Road in Perth, Western Australia

Whitfords Avenue is an arterial east–west road located in the northern suburbs of Perth, Western Australia.

==Route description==
Whitfords Avenue is allocated State Route 83 east of Marmion Avenue, and Tourist Drive 204 (Sunset Coast Tourist Drive) between West Coast Drive and Northshore Drive. It is a four lane dual carriageway east of Northshore Drive, as well as between Hepburn Avenue and Northside Drive/Tenerife Boulevard, and is a two lane single carriageway in the remaining stretch between, though there is a section between the Pinnaroo Point entrance road and Flinders Avenue that is a two lane divided carriageway.

Whitfords Avenue commences at a roundabout, with the entrance to the Hillarys Boat Harbour to the west, Hepburn Avenue to the east, and West Coast Drive to the south. The road starts off as a four-lane dual carriageway, with the northern section of Hillarys Boat Harbour to the west and residential development to the east, reaching Northside Drive and Tenerife Boulevard 230 m later, after which it promptly reduces to a two-lane single carriageway. Travelling parallel to the coast, it becomes a two-lane divided carriageway at Flinders Avenue 1.6 km, which runs for 500 m, before reducing to a single carriageway again at the Pinnaroo Point entrance road. It meets Northshore Drive 650 m later; Tourist Drive 204 turns left onto Northshore Drive. At this point, Whitford Avenue bends to the east and reverts to a four-lane dual carriageway. Whitfords Avenue then runs along Kallaroo and Hillarys, within the Whitford Satellite City development, for 2.1 km, passing through the Westfield Whitford City shopping centre between Endeavour Road and Marmion Avenue.

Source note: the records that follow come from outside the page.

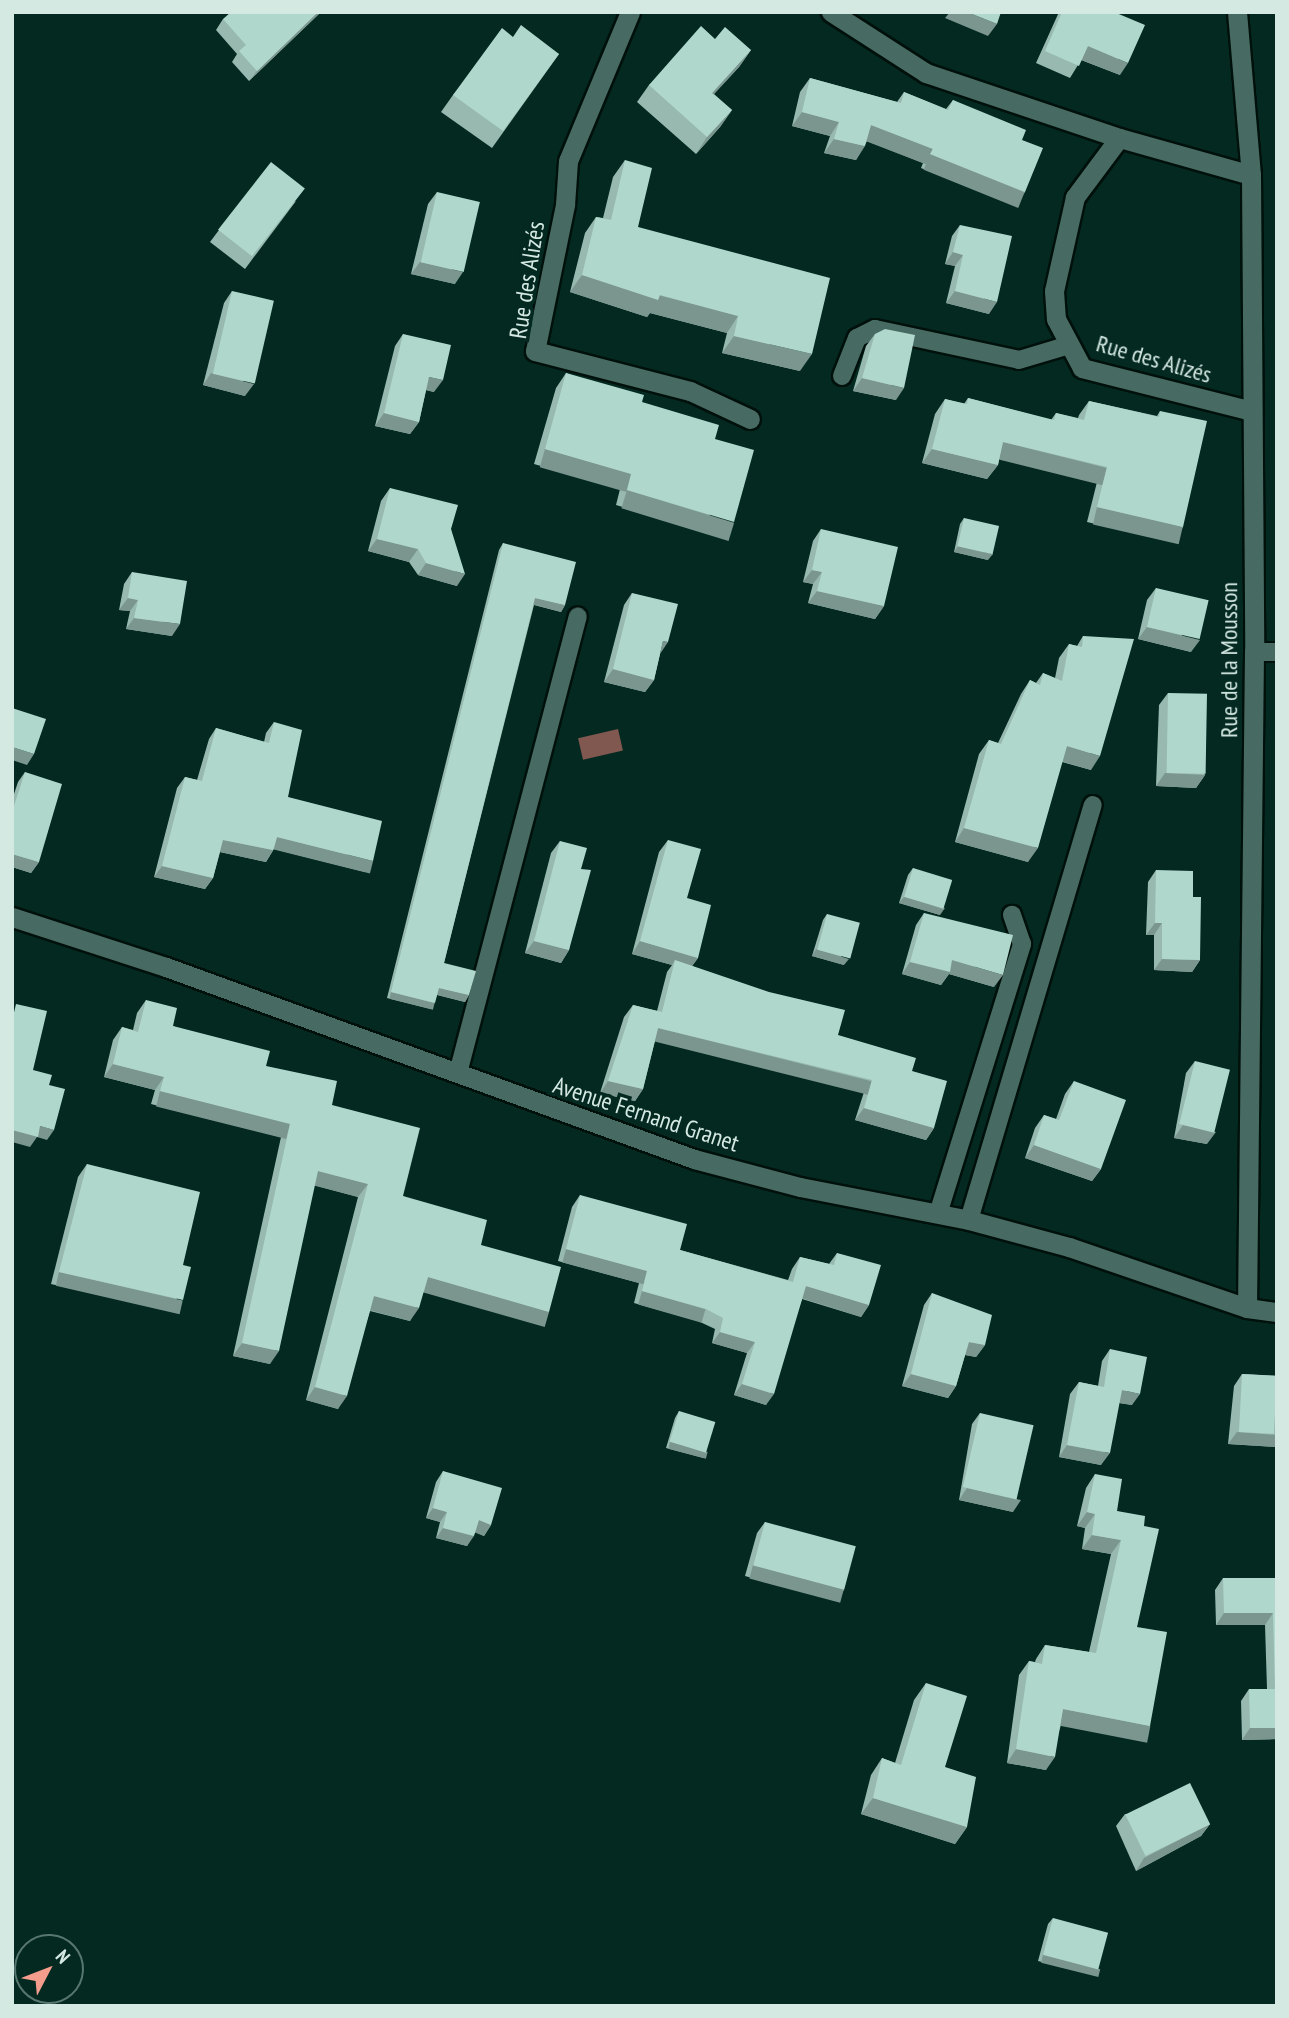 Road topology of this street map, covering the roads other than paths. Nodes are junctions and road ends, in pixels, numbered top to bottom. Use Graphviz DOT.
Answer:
graph roads {
  1 [pos="630,12"];
  2 [pos="831,12"];
  3 [pos="1237,12"];
  4 [pos="1119,138"];
  5 [pos="1251,175"];
  6 [pos="1069,345"];
  7 [pos="842,376"];
  8 [pos="1252,411"];
  9 [pos="750,418"];
  10 [pos="578,616"];
  11 [pos="1254,652"];
  12 [pos="1277,652"];
  13 [pos="1093,805"];
  14 [pos="1012,915"];
  15 [pos="12,917"];
  16 [pos="458,1073"];
  17 [pos="939,1214"];
  18 [pos="969,1220"];
  19 [pos="1247,1308"];
  20 [pos="1277,1312"];
  1 -- 9 [label="street, Rue des Alizés"];
  2 -- 4 [label="street"];
  3 -- 5 [label="street, Rue de la Mousson"];
  4 -- 5 [label="street"];
  4 -- 6 [label="street, Rue des Alizés"];
  5 -- 8 [label="street, Rue de la Mousson"];
  6 -- 7 [label="lane"];
  6 -- 8 [label="street, Rue des Alizés"];
  8 -- 11 [label="street, Rue de la Mousson"];
  10 -- 16 [label="lane"];
  11 -- 12 [label="lane"];
  11 -- 19 [label="street, Rue de la Mousson"];
  13 -- 18 [label="lane"];
  14 -- 17 [label="lane"];
  15 -- 16 [label="street, Avenue Fernand Granet"];
  16 -- 17 [label="street, Avenue Fernand Granet"];
  17 -- 18 [label="street, Avenue Fernand Granet"];
  18 -- 19 [label="street, Avenue Fernand Granet"];
  19 -- 20 [label="street, Avenue Fernand Granet"];
} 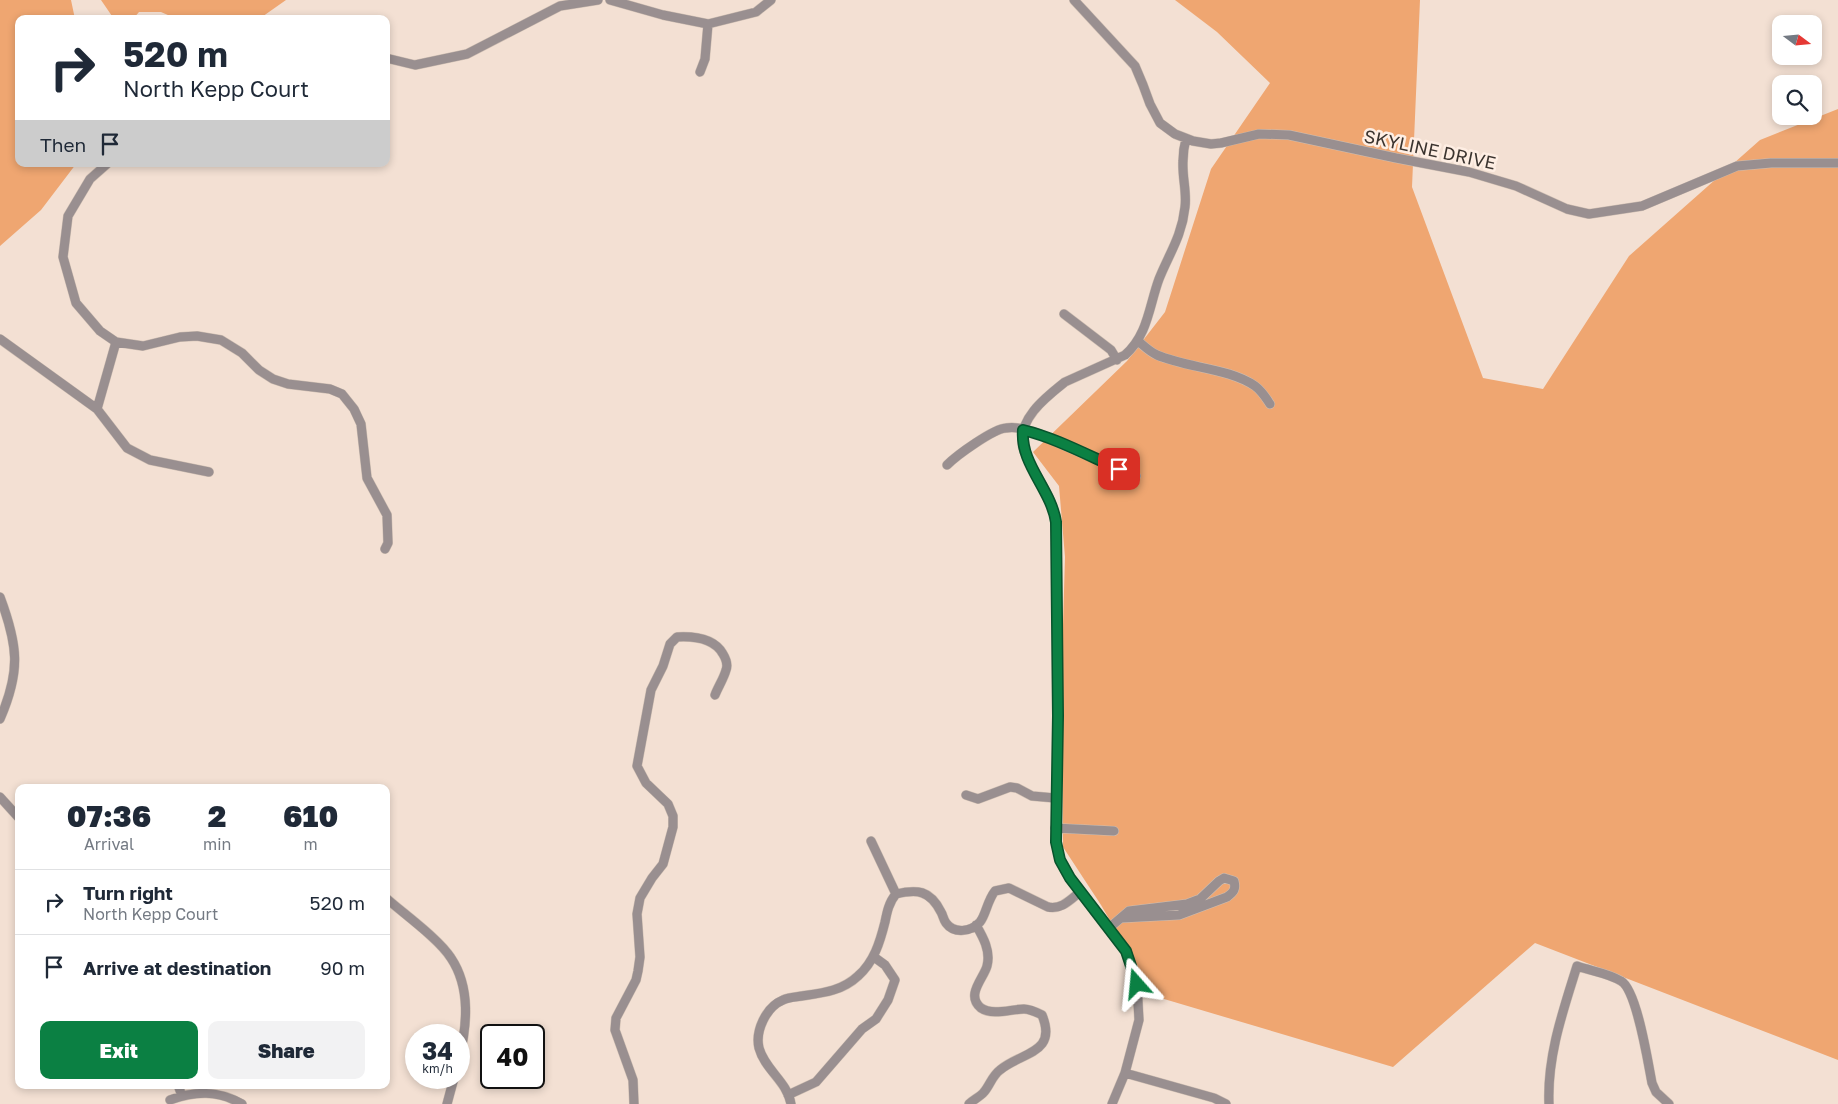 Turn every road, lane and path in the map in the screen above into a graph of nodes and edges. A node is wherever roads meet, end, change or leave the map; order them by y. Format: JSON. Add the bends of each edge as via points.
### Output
{"nodes":[{"id":1,"x":598,"y":0,"type":"edge"},
{"id":2,"x":610,"y":0,"type":"edge"},
{"id":3,"x":771,"y":0,"type":"edge"},
{"id":4,"x":1074,"y":0,"type":"edge"},
{"id":5,"x":708,"y":24,"type":"junction"},
{"id":6,"x":390,"y":59,"type":"edge"},
{"id":7,"x":700,"y":72,"type":"dead end"},
{"id":8,"x":1186,"y":139,"type":"junction"},
{"id":9,"x":1838,"y":162,"type":"edge"},
{"id":10,"x":104,"y":167,"type":"edge"},
{"id":11,"x":1064,"y":314,"type":"dead end"},
{"id":12,"x":0,"y":339,"type":"edge"},
{"id":13,"x":1138,"y":341,"type":"junction"},
{"id":14,"x":116,"y":342,"type":"junction"},
{"id":15,"x":1117,"y":360,"type":"junction"},
{"id":16,"x":1270,"y":404,"type":"dead end"},
{"id":17,"x":97,"y":410,"type":"junction"},
{"id":18,"x":1023,"y":430,"type":"junction"},
{"id":19,"x":948,"y":465,"type":"dead end"},
{"id":20,"x":209,"y":472,"type":"dead end"},
{"id":21,"x":1136,"y":476,"type":"dead end"},
{"id":22,"x":385,"y":549,"type":"dead end"},
{"id":23,"x":0,"y":596,"type":"edge"},
{"id":24,"x":715,"y":695,"type":"dead end"},
{"id":25,"x":0,"y":719,"type":"edge"},
{"id":26,"x":966,"y":795,"type":"dead end"},
{"id":27,"x":0,"y":797,"type":"edge"},
{"id":28,"x":1055,"y":798,"type":"junction"},
{"id":29,"x":15,"y":814,"type":"edge"},
{"id":30,"x":1055,"y":828,"type":"junction"},
{"id":31,"x":1114,"y":831,"type":"dead end"},
{"id":32,"x":872,"y":840,"type":"dead end"},
{"id":33,"x":1080,"y":892,"type":"junction"},
{"id":34,"x":896,"y":894,"type":"junction"},
{"id":35,"x":390,"y":902,"type":"edge"},
{"id":36,"x":1122,"y":918,"type":"junction"},
{"id":37,"x":976,"y":925,"type":"junction"},
{"id":38,"x":1109,"y":928,"type":"junction"},
{"id":39,"x":874,"y":957,"type":"junction"},
{"id":40,"x":465,"y":1024,"type":"edge"},
{"id":41,"x":1125,"y":1074,"type":"junction"},
{"id":42,"x":179,"y":1089,"type":"edge"},
{"id":43,"x":451,"y":1089,"type":"edge"},
{"id":44,"x":182,"y":1096,"type":"junction"},
{"id":45,"x":170,"y":1100,"type":"dead end"},
{"id":46,"x":790,"y":1100,"type":"edge"},
{"id":47,"x":242,"y":1104,"type":"edge"},
{"id":48,"x":447,"y":1104,"type":"edge"},
{"id":49,"x":634,"y":1104,"type":"edge"},
{"id":50,"x":970,"y":1104,"type":"edge"},
{"id":51,"x":1112,"y":1104,"type":"edge"},
{"id":52,"x":1226,"y":1104,"type":"edge"},
{"id":53,"x":1550,"y":1104,"type":"edge"},
{"id":54,"x":1669,"y":1104,"type":"edge"}],
"edges":[{"from":1,"to":6,"type":"street","via":[[560,6],[467,54],[415,65]]},
{"from":2,"to":5,"type":"street"},
{"from":3,"to":5,"type":"street","via":[[756,12]]},
{"from":4,"to":8,"type":"street","name":"SKYLINE DRIVE","via":[[1134,66],[1160,123]]},
{"from":5,"to":7,"type":"street","via":[[705,59]]},
{"from":8,"to":9,"type":"street","name":"SKYLINE DRIVE","via":[[1211,144],[1259,134],[1289,135],[1469,172],[1588,214],[1642,206],[1737,166]]},
{"from":8,"to":13,"type":"street","via":[[1183,162],[1186,207],[1181,230],[1159,279]]},
{"from":10,"to":14,"type":"street","via":[[90,179],[68,216],[63,257],[76,303],[100,330]]},
{"from":11,"to":15,"type":"street","via":[[1111,350]]},
{"from":12,"to":17,"type":"street"},
{"from":13,"to":15,"type":"street"},
{"from":13,"to":16,"type":"street","via":[[1155,354],[1234,376],[1255,386]]},
{"from":14,"to":17,"type":"street"},
{"from":14,"to":22,"type":"street","via":[[143,346],[180,337],[221,340],[273,379],[342,394],[361,424],[367,478],[386,516],[388,543]]},
{"from":15,"to":18,"type":"street","via":[[1064,382],[1032,413]]},
{"from":17,"to":20,"type":"street","via":[[127,448],[150,460]]},
{"from":18,"to":19,"type":"street","via":[[1005,428],[996,431]]},
{"from":18,"to":21,"type":"street","via":[[1045,435]]},
{"from":18,"to":28,"type":"street","via":[[1024,449],[1050,498],[1056,522],[1058,716]]},
{"from":23,"to":25,"type":"street","via":[[14,644],[15,671],[10,697]]},
{"from":24,"to":49,"type":"street","via":[[727,668],[722,651],[699,637],[678,637],[670,644],[651,690],[637,766],[646,783],[668,804],[673,827],[663,864],[640,898],[637,914],[638,971],[616,1018],[615,1030],[633,1080]]},
{"from":26,"to":28,"type":"street","via":[[978,799],[1017,788],[1032,796]]},
{"from":27,"to":29,"type":"street"},
{"from":28,"to":30,"type":"street"},
{"from":30,"to":31,"type":"street"},
{"from":30,"to":33,"type":"street","via":[[1060,860]]},
{"from":32,"to":34,"type":"street"},
{"from":33,"to":37,"type":"street","via":[[1054,908],[1009,888],[995,891]]},
{"from":33,"to":38,"type":"street"},
{"from":34,"to":37,"type":"street","via":[[913,890],[927,895],[934,900],[944,921],[956,930]]},
{"from":34,"to":39,"type":"street","via":[[889,904]]},
{"from":35,"to":40,"type":"street","via":[[451,957],[462,978]]},
{"from":36,"to":36,"type":"street","via":[[1179,915],[1228,898],[1234,892],[1234,881],[1224,878],[1200,899],[1187,904],[1136,909]]},
{"from":36,"to":38,"type":"street"},
{"from":37,"to":50,"type":"street","via":[[988,956],[987,966],[975,989],[977,1003],[988,1011],[1025,1009],[1042,1014],[1046,1034],[1034,1053],[1000,1069],[984,1092]]},
{"from":38,"to":41,"type":"street","via":[[1126,951],[1139,998],[1139,1020]]},
{"from":39,"to":46,"type":"street","via":[[885,965],[895,980],[884,1009],[816,1082]]},
{"from":39,"to":46,"type":"street","via":[[860,975],[842,988],[782,1000],[766,1016],[759,1034],[762,1058],[783,1084]]},
{"from":41,"to":51,"type":"street"},
{"from":41,"to":52,"type":"street","via":[[1202,1094]]},
{"from":42,"to":44,"type":"street"},
{"from":43,"to":48,"type":"street"},
{"from":44,"to":45,"type":"street"},
{"from":44,"to":47,"type":"street","via":[[219,1094]]},
{"from":53,"to":54,"type":"street","via":[[1555,1042],[1577,966],[1623,982],[1635,1007],[1652,1082],[1656,1092]]}]}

After Marmion Avenue, Whitfords Avenue gains the State Route 83 allocation and is now bordering Craigie and Padbury, which it does so for 2.8 km before reaching the Mitchell Freeway. Along that stretch it passes the Craigie Open Space near the freeway. At the interchange with the freeway, the southbound ramp provides access to Whitfords railway station on the Yanchep line. The road then travels for 3.5 km through the suburbs of Woodvale and Kingsley, and the Yellagonga Regional Park before terminating at Wanneroo Road at a traffic light controlled T-junction. State Route 83 turns right to travel south for a short distance to Gnangara Road.

==History==
Whitfords Avenue took its name from the Whitford Satellite City development through which it was built in the 1970s, which was later split into the suburbs of Hillarys, Padbury, Kallaroo and Craigie.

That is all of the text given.